PROBLEM DESCRIPTION
From the listing below, copy only the lines from the line that contains "middle tip: (1026, 1007)" to the line that contains "wrist: (1149, 1339)", counting those two lines as part of the copy.

(Beginning of WORKING DATA)

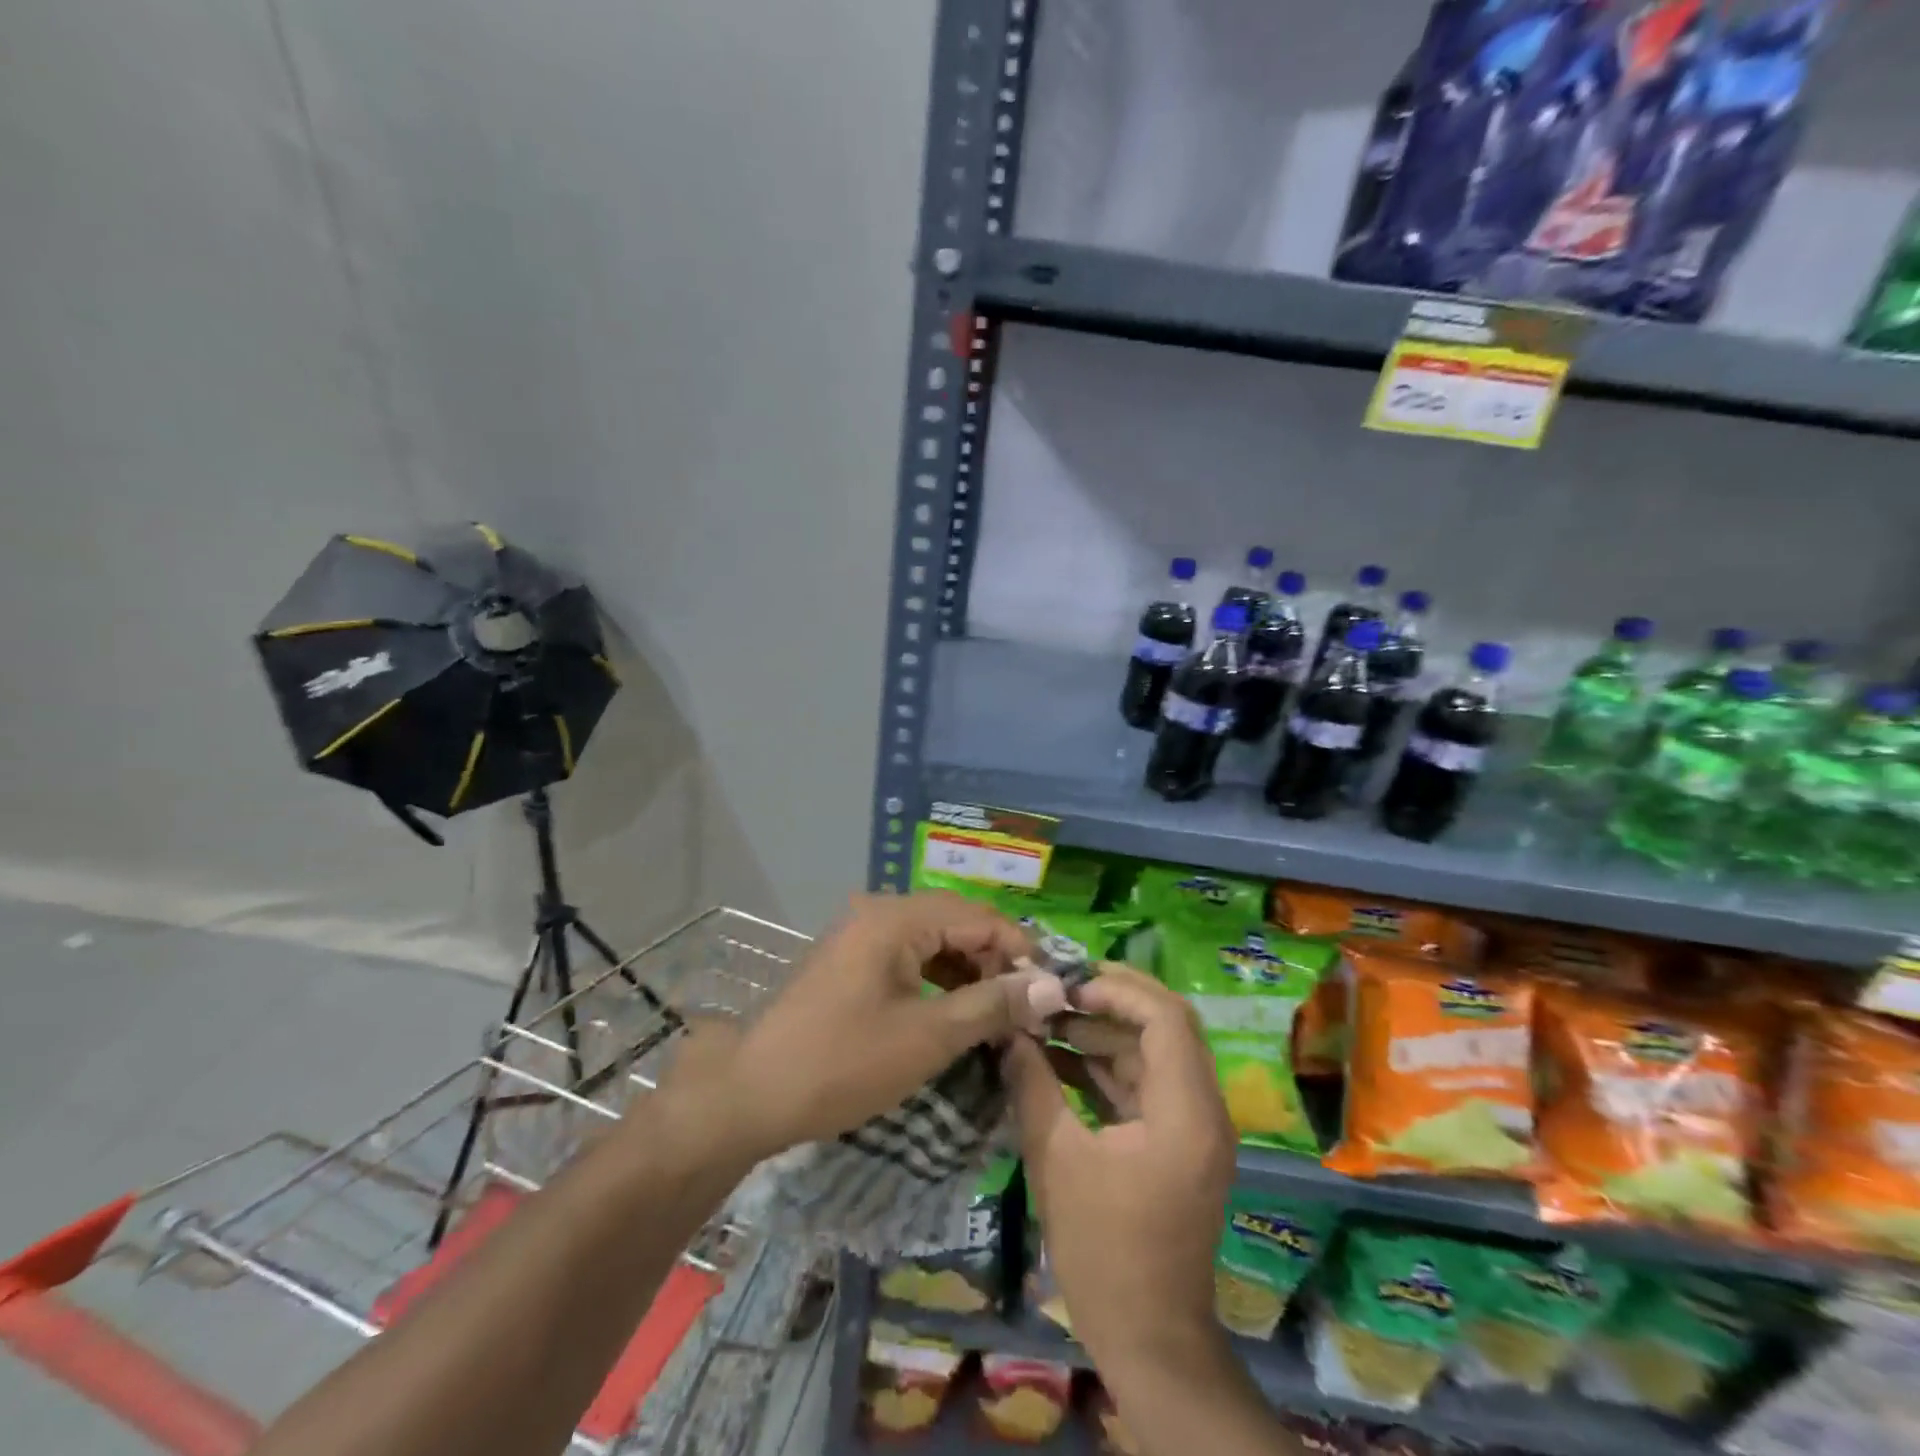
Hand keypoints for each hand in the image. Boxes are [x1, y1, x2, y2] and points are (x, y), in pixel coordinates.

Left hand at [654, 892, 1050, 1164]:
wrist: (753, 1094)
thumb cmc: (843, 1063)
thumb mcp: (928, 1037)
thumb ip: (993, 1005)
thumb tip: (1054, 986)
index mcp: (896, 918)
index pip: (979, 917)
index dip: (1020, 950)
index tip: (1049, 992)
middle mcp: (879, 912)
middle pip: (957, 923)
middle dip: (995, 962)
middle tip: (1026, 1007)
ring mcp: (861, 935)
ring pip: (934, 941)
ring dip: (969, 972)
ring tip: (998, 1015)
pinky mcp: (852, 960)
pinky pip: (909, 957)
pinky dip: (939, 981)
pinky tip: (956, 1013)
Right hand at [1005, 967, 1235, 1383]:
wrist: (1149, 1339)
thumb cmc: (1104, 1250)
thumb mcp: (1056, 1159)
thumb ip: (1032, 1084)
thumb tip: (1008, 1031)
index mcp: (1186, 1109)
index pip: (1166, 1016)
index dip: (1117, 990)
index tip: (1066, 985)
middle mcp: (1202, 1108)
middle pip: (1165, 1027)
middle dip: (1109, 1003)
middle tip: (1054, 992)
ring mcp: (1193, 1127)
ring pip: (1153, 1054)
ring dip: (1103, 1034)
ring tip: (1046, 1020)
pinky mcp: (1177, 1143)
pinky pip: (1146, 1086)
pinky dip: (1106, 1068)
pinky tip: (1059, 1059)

(End of WORKING DATA)
(Beginning of WORKING DATA)

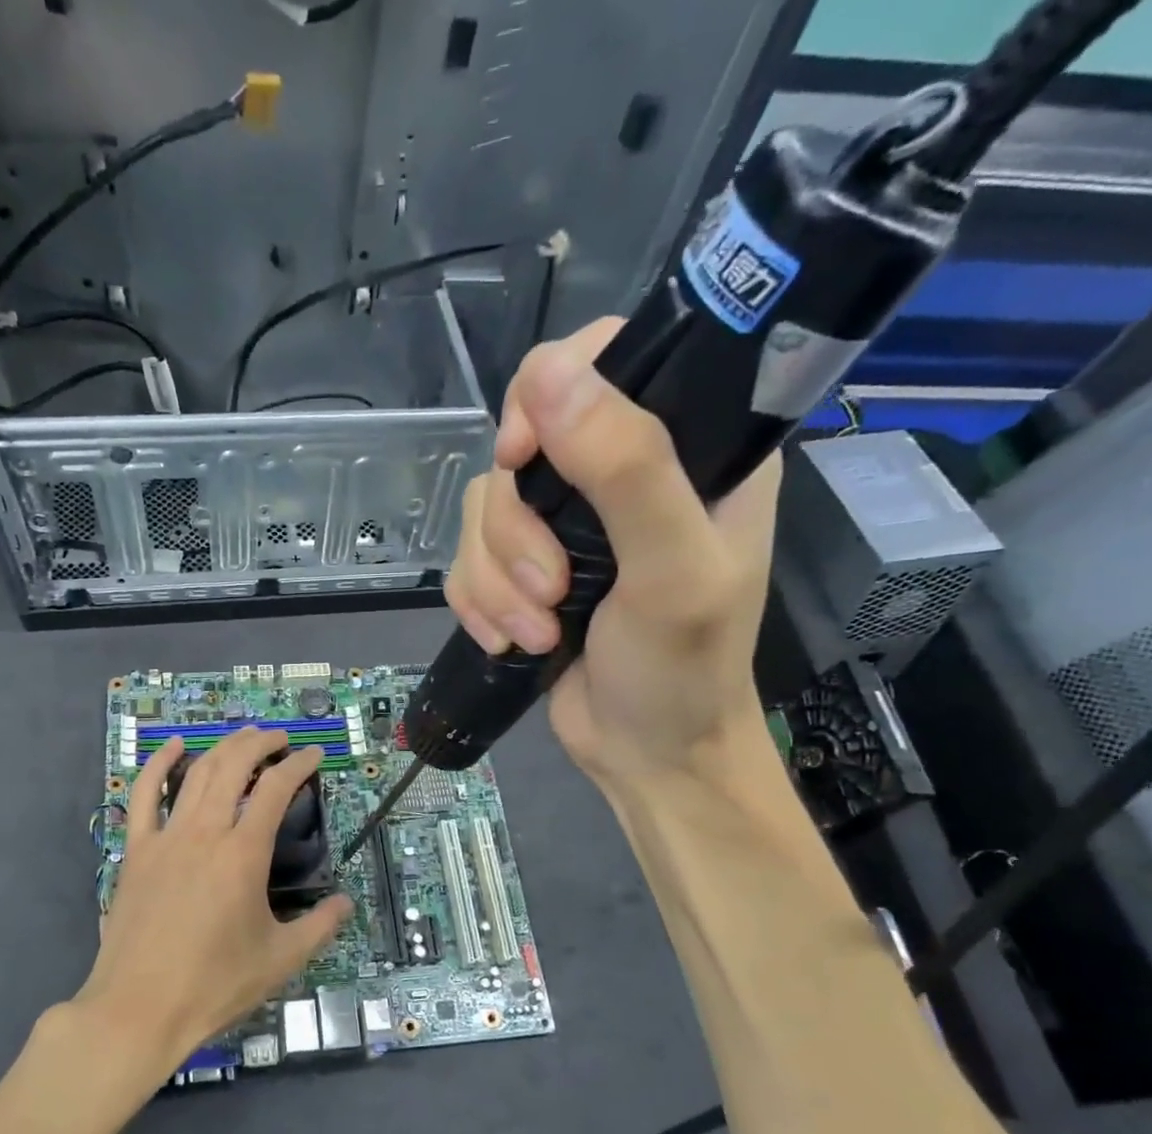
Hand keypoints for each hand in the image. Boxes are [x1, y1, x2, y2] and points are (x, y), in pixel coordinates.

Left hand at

(End of WORKING DATA)

EXERCISE ANSWER
middle tip: (1026, 1007)
ring mcp: (861, 935)
ring pip: (934, 941)
ring dip: (969, 972)
ring tip: (998, 1015)
pinky mcp: (852, 960)
pinky pip: (909, 957)
pinky dip: (939, 981)
pinky tip: (956, 1013)
Right hand at [1005, 967, 1235, 1383]:
wrist: (1149, 1339)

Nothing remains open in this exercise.